そのためには、講師はライブコンサートの演出家でありエンターテナー、つまり落語家や漫才師のような芸人としての能力が求められます。その能力が、講師の魅力になるはずです。
知っていることを教えるだけの講師は存在価値を失います。また、受講者の反応に臨機応変に対応できないことも講師の評価を下げるでしょう。
「今日の受講生は居眠りばかりしている。態度がなっていない。やる気が無いやつなんて講義を受けても意味が無い!」
こんなことをいう講師は生き残ることはできません。そうさせているのが自分であることに気付いていないわけですから、なんとも始末に負えません。いまはまだ、一律教育がほとんどですから、そんな講師であっても仕事はあります。しかし、ITによる個別適応学習が普及すれば、そのような講師は仕事がなくなってしまうでしょう。そうなったとき、仕事を続けられるかどうかは、講師の芸人力があるかないかにかかってきます。YouTubeの学習コンテンツの充実と人気講師のブレイクは、まさにこの現実を顕著に示しています。

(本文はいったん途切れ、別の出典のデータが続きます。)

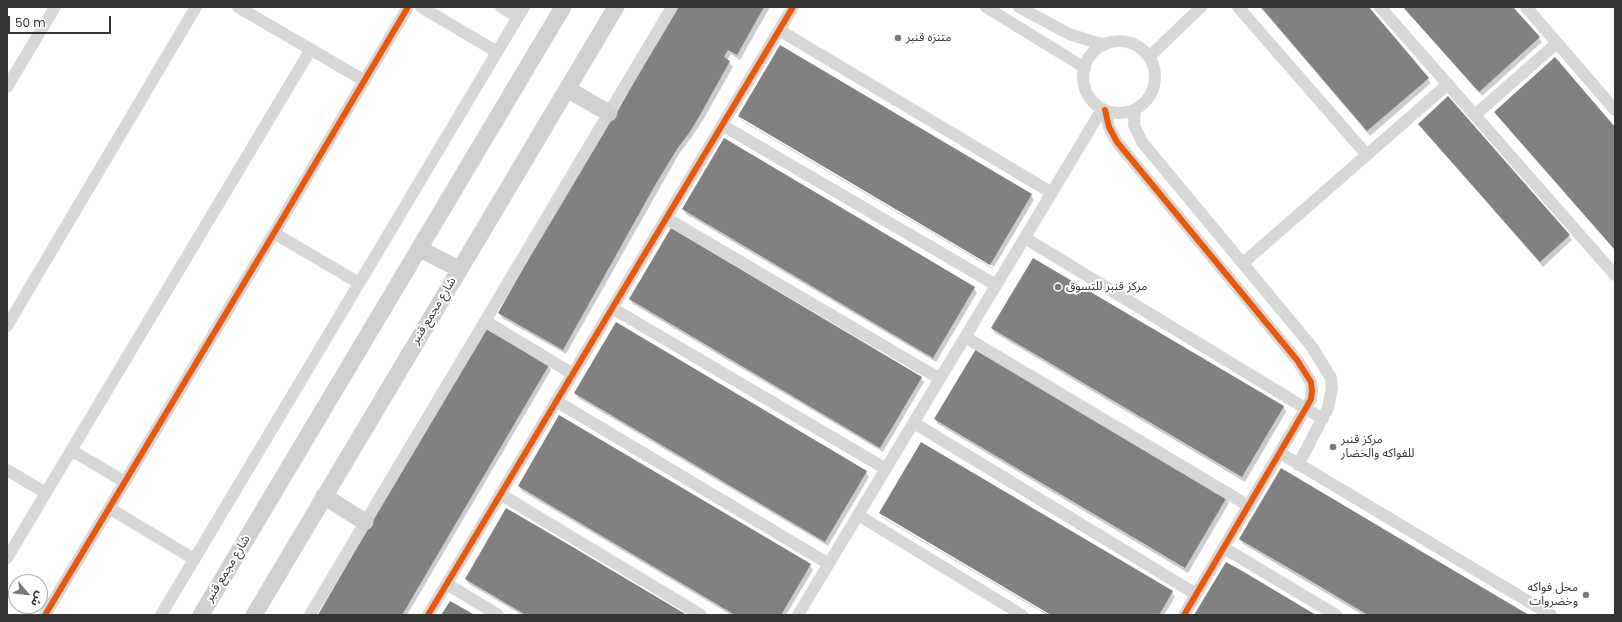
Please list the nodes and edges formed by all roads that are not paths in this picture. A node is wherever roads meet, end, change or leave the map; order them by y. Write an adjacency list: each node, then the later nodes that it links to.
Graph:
1 (55, 7): 27 (street)
2 (196, 7): 48 (street)
3 (238, 7): 21 (street)
4 (408, 7): 25 (street)
5 (421, 7): 22 (street)
6 (501, 7): 17 (street)
7 (563, 7): 40 (main road, شارع مجمع قنبر)
8 (616, 7): 28 (main road, شارع مجمع قنبر)
9 (672, 7): 32 (street)
10 (793, 7): 18 (street)
11 (986, 7): 24 (street)
12 (1201, 7): 23 (street)
13 (1238, 7): 35 (street)
14 (1380, 7): 26 (street)
15 (1526, 7): 19 (street)
16 (1024, 8): 20 (street)
17 (521, 12): 22 (street)
18 (779, 30): 34 (street); 36 (street)
19 (1557, 42): 31 (street); 33 (street)
20 (1104, 45): 23 (street); 24 (street)
21 (311, 49): 25 (street); 58 (street)
22 (497, 52): 44 (street)
23 (1149, 57): 30 (street)
24 (1085, 68): 29 (street)
25 (365, 81): 38 (street)
26 (1448, 84): 33 (street); 35 (street)
27 (7, 87)
28 (567, 89): 32 (main road); 42 (main road, شارع مجمع قنبر)
29 (1104, 110): 30 (street); 36 (street); 51 (street)
30 (1135, 110): 41 (street)
31 (1615, 110)
32 (609, 114): 47 (street)
33 (1475, 115): 43 (street)
34 (722, 125): 37 (street); 45 (street)
35 (1367, 155): 41 (street)
36 (1052, 193): 39 (street)
37 (666, 218): 46 (street); 53 (street)
38 (274, 233): 44 (street); 63 (street)
39 (1025, 238): 45 (street); 55 (street)
40 (420, 249): 42 (main road); 79 (main road, شارع مجمع قنبر)
41 (1243, 263): 50 (street)
42 (459, 269): 66 (main road, شارع مجمع قنبر)
43 (1615, 275)
44 (359, 283): 73 (street)
45 (996, 285): 49 (street)
46 (612, 308): 52 (street); 61 (street)
47 (485, 320): 52 (street); 70 (street)
48 (7, 326)
49 (965, 337): 53 (street); 67 (street)
50 (1312, 347): 51 (street); 56 (street)
51 (1297, 360): 55 (street)
52 (573, 374): 54 (street)
53 (940, 379): 57 (street)
54 (556, 401): 65 (street); 74 (street)
55 (1306, 408): 56 (street); 59 (street)
56 (1324, 419): 60 (street)
57 (914, 423): 61 (street); 76 (street)
58 (71, 450): 63 (street); 64 (street)
59 (1280, 453): 60 (street); 67 (street)
60 (1298, 464): 89 (street)
61 (886, 469): 69 (street)
62 (7, 470): 64 (street)
63 (125, 482): 68 (street)
64 (46, 493): 72 (street)
65 (500, 494): 75 (street); 84 (street)
66 (324, 496): 70 (main road); 80 (main road, شارع مجمع قنبر)
67 (1248, 506): 71 (street)
68 (109, 508): 73 (street); 77 (street)
69 (858, 515): 74 (street); 86 (street)
70 (365, 522): 81 (street)
71 (1224, 548): 76 (street); 88 (street)
72 (7, 558)
73 (194, 559): 78 (street)
74 (829, 564): 85 (street)
75 (447, 584): 82 (street); 83 (street)
76 (1196, 594): 87 (street)
77 (45, 615)
78 (161, 615)
79 (201, 615)
80 (254, 615)
81 (310, 615)
82 (428, 615)
83 (498, 615)
84 (701, 615)
85 (798, 615)
86 (1022, 615)
87 (1184, 615)
88 (1336, 615)
89 (1551, 615)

ストーリーを描き、演出を考え、現場に臨機応変に対応し相手に感動を与える。そんな適応力と創造性を発揮することが、これまでにも増して求められるようになります。講師もまたそのための役割を果たしてゆくことが大切になるでしょう。
学ぶ側だけではなく、教える側もまた「アンラーニング」とセットで「リスキリング」する必要があるように思います。